┌──

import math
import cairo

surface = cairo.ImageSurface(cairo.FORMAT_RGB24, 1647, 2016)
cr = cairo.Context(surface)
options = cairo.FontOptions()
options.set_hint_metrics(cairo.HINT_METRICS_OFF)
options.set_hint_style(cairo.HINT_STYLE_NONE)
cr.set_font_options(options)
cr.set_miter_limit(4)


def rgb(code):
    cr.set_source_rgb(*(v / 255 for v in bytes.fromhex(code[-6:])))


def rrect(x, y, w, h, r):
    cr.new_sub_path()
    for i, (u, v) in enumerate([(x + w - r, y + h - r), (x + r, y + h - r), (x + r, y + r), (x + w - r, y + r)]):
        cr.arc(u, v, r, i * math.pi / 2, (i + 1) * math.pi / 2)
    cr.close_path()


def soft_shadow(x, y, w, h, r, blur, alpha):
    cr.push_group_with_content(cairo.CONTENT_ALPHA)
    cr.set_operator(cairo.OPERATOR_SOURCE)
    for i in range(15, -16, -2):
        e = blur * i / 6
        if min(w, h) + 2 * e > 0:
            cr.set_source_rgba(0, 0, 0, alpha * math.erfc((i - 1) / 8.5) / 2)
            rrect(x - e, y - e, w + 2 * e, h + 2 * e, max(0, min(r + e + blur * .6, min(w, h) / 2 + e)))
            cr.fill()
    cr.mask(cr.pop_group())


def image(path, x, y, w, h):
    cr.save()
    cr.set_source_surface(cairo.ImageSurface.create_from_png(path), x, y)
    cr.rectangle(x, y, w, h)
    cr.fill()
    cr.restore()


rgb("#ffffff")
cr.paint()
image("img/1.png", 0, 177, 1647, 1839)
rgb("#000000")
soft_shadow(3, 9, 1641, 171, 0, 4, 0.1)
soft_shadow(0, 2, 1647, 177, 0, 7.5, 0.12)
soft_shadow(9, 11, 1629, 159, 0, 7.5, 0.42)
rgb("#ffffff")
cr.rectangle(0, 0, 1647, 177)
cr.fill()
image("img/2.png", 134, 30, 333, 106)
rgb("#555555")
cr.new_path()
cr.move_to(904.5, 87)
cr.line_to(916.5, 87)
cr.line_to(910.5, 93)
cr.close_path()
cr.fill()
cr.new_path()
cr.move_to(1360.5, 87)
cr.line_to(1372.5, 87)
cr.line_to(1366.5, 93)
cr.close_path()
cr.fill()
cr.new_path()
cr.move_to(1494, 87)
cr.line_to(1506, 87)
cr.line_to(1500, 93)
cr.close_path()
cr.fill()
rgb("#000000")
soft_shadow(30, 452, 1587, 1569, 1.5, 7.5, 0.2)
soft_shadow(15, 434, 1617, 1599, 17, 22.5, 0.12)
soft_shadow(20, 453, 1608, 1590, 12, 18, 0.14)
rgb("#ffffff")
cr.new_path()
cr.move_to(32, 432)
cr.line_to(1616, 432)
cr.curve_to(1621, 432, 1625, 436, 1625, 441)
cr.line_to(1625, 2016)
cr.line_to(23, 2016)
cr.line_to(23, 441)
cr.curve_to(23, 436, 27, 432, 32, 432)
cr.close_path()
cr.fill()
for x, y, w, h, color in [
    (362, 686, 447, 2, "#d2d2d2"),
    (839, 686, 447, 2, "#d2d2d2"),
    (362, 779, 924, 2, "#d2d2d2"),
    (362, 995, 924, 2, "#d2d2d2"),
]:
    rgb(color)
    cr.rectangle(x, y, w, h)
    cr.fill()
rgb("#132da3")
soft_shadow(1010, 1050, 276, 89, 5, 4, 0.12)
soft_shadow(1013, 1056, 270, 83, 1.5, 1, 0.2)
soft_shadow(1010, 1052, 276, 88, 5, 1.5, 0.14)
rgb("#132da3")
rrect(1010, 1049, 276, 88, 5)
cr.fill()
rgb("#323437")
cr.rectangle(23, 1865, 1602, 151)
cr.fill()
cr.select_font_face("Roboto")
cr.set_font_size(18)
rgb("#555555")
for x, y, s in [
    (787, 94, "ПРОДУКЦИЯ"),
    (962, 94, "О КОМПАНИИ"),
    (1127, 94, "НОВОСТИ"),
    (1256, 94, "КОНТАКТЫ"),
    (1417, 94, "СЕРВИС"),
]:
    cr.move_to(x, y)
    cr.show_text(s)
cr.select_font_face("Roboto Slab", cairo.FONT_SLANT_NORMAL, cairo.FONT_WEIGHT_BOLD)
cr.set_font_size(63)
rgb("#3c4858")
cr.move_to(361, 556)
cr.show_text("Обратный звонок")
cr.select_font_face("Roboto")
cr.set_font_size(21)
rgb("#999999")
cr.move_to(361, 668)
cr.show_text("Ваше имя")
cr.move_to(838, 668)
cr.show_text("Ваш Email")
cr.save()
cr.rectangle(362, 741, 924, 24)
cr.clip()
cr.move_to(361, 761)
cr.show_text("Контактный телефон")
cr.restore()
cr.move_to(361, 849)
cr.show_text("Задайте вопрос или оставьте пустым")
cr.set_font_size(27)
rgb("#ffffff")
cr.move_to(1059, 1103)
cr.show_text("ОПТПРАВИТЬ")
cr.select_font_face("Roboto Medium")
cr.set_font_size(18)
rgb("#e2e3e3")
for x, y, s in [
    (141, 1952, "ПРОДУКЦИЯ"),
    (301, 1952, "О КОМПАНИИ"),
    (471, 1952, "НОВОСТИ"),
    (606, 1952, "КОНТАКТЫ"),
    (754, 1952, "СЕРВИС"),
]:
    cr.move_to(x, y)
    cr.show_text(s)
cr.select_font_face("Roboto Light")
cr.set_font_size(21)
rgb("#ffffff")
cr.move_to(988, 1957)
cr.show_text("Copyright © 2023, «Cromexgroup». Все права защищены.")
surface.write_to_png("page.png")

└──

-- EXERCISE REQUIREMENTS --
Beginning of the records through the line with "cr.new_sub_path()": return that span exactly and stop there.

-- RESPONSE TO THIS TASK --
import math
import cairo

surface = cairo.ImageSurface(cairo.FORMAT_RGB24, 1647, 2016)
cr = cairo.Context(surface)
options = cairo.FontOptions()
options.set_hint_metrics(cairo.HINT_METRICS_OFF)
options.set_hint_style(cairo.HINT_STYLE_NONE)
cr.set_font_options(options)
cr.set_miter_limit(4)


def rgb(code):
    cr.set_source_rgb(*(v / 255 for v in bytes.fromhex(code[-6:])))


def rrect(x, y, w, h, r):
    cr.new_sub_path()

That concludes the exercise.